Once you are underway and performing the test, you should still monitor your clients. During each minute of the test, you should check for the following:
- Client asks to stop.
- Physical or verbal manifestations of severe fatigue.
- Onset of angina like symptoms.
- Signs of poor perfusion (light-headed, confusion, skin discoloration, nausea, cold/clammy skin).
- Heart Rate. Failure of HR to rise with exercise.
- Blood Pressure.
- Significant drop (20 mmHg) in systolic BP or a failure of the systolic BP to rise with an increase in exercise intensity.
- Excessive rise in BP.
- Stop test if BP is >260 (systolic) or >115 (diastolic).
- Equipment failure.
- Client meets the termination criteria of the test or 85 percent of heart rate max.
If any of these signs occur, you should immediately terminate the test and begin an active recovery.

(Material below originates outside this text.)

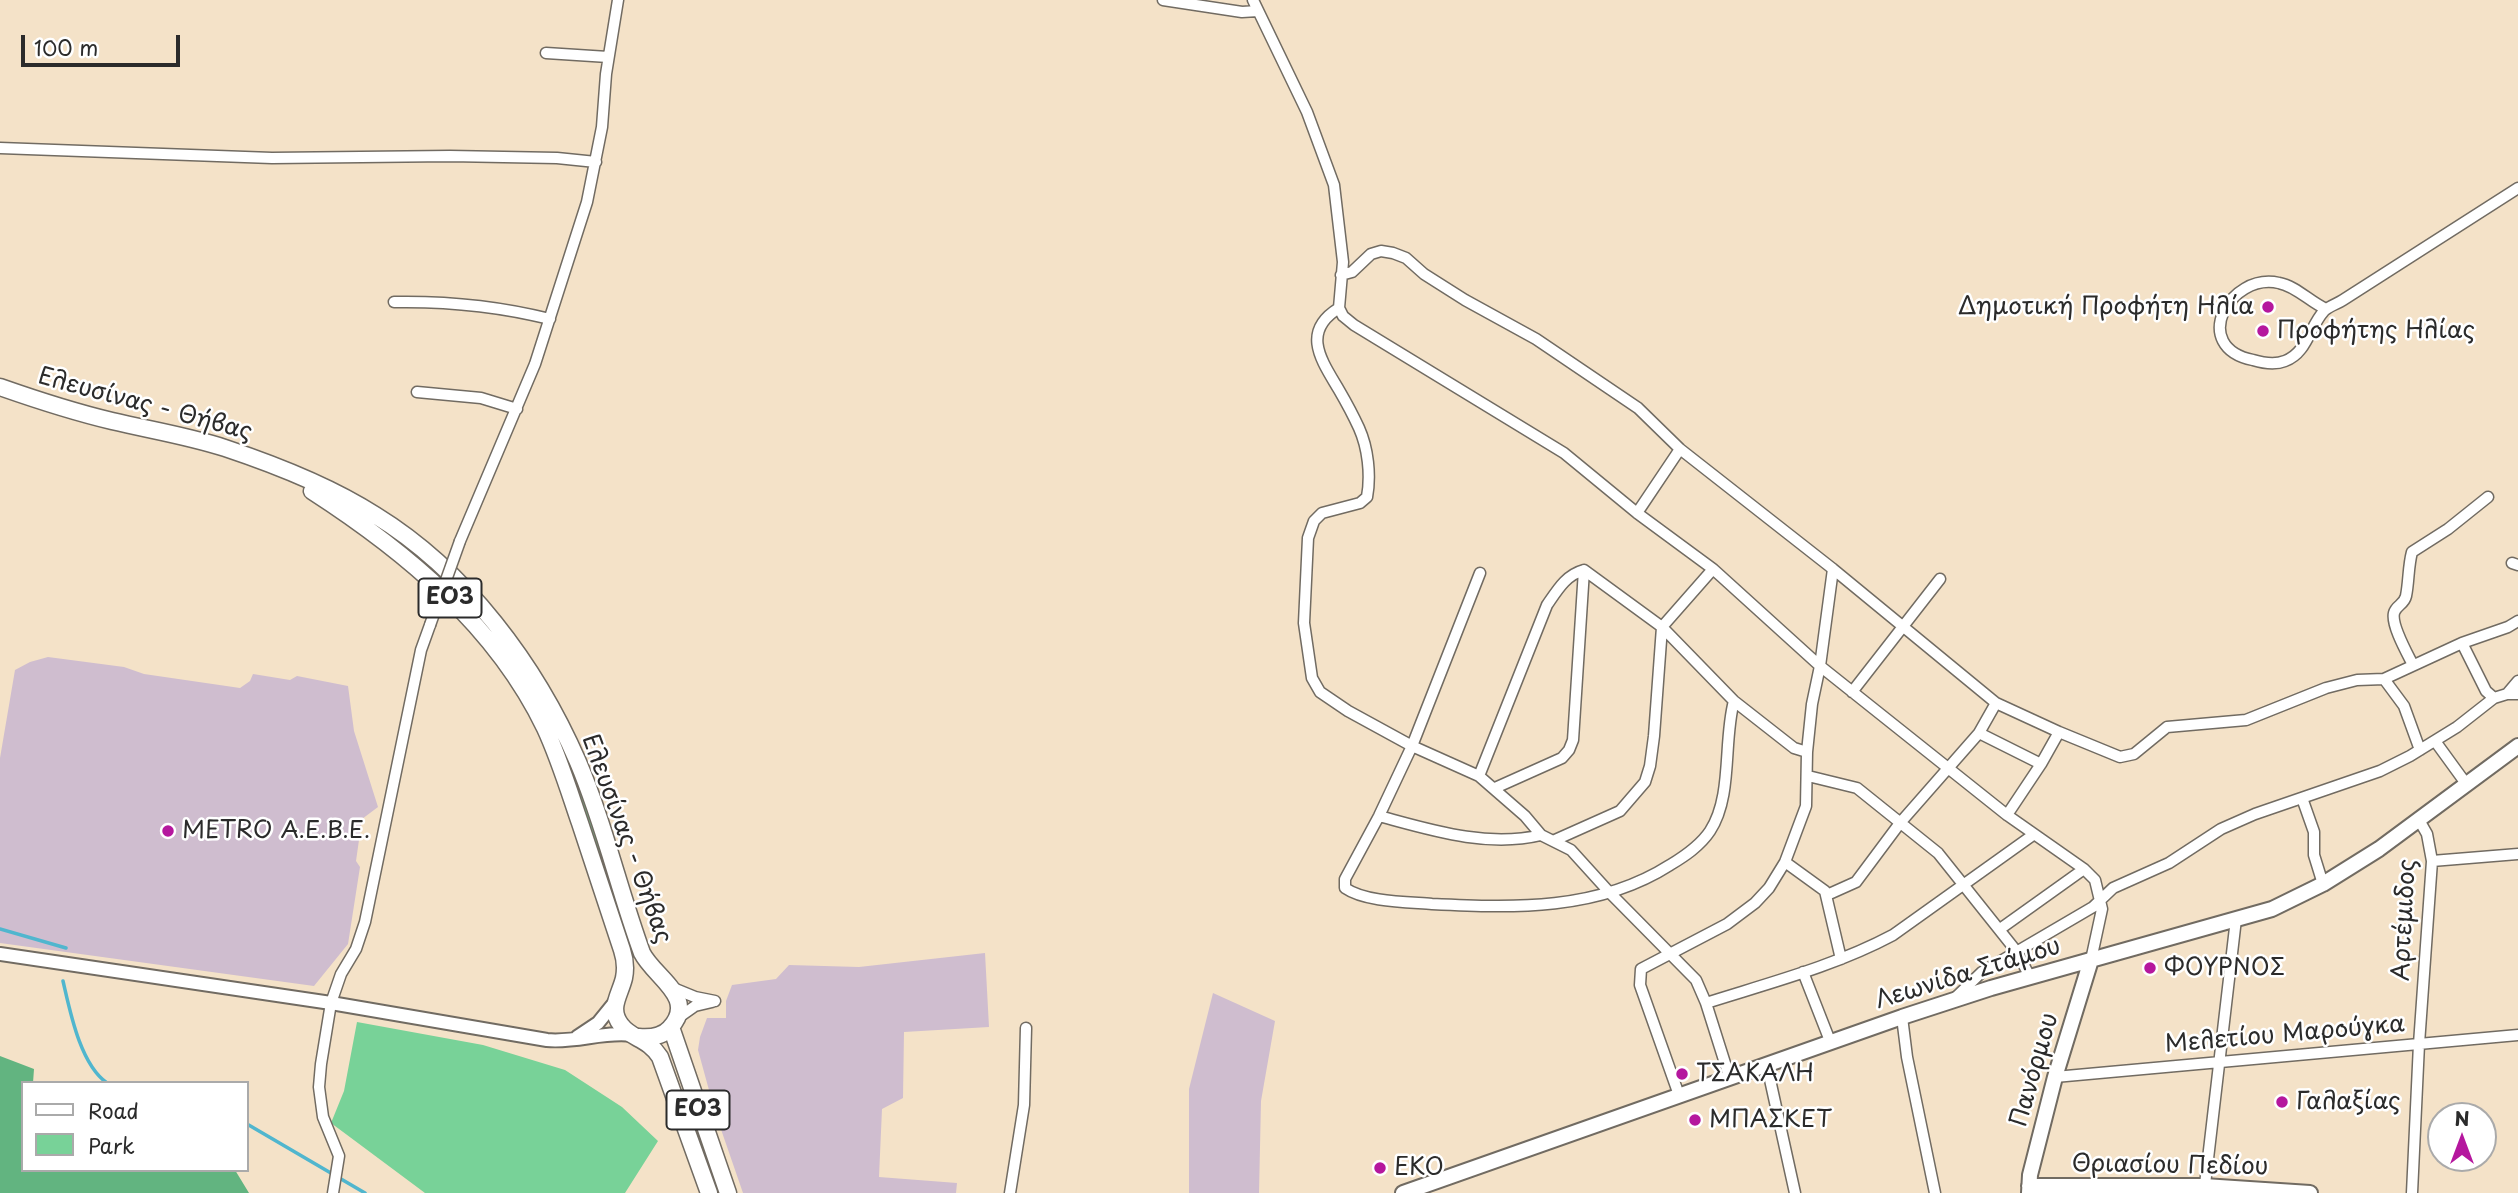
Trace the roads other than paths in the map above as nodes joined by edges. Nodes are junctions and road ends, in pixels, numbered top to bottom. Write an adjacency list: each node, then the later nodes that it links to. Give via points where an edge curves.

After the clients have finished the exercise test, you should use active recovery as described in the test protocol for at least two to three minutes. After the active recovery, have clients sit and continue to monitor them every one to two minutes for at least four minutes. Signs to look for include:
- Signs of discomfort
- Skin discoloration
- Cold/clammy skin
- Heart Rate. Heart rate not reducing and becoming stable.
- Blood Pressure. Blood pressure not stabilizing.
Before clients can leave the testing area, their heart rate must be less than 100 beats per minute, systolic blood pressure less than 145 mmHg and diastolic blood pressure less than 95 mmHg.
In summary, assessing the aerobic capacity of your clients is an important step in helping them to maintain an active lifestyle. However, it is vital for you to ensure your clients are well informed and properly screened prior to assessing their cardiovascular fitness. In addition, you should closely monitor them during and after exercise to ensure safety.
- Canadian Society for Exercise Physiology (2003). The Canadian physical Activity, Fitness and Lifestyle Approach (3rd edition). Canadian Society for Exercise Physiology. Ottawa, ON.
- Exercise Goals and Intent. Personal Training on the Net. December 2004.
- Health and Lifestyle Questionnaire. Personal Training on the Net. September 2004.
- Heyward, V.H. (2002). Advanced Fitness Assessment and Exercise Prescription (2nd edition). Human Kinetics: Champaign, IL.
- Physical Activity Readiness Questionnaire. Personal Training on the Net. September 2004.
- Physicians Approval. Personal Training on the Net. September 2004.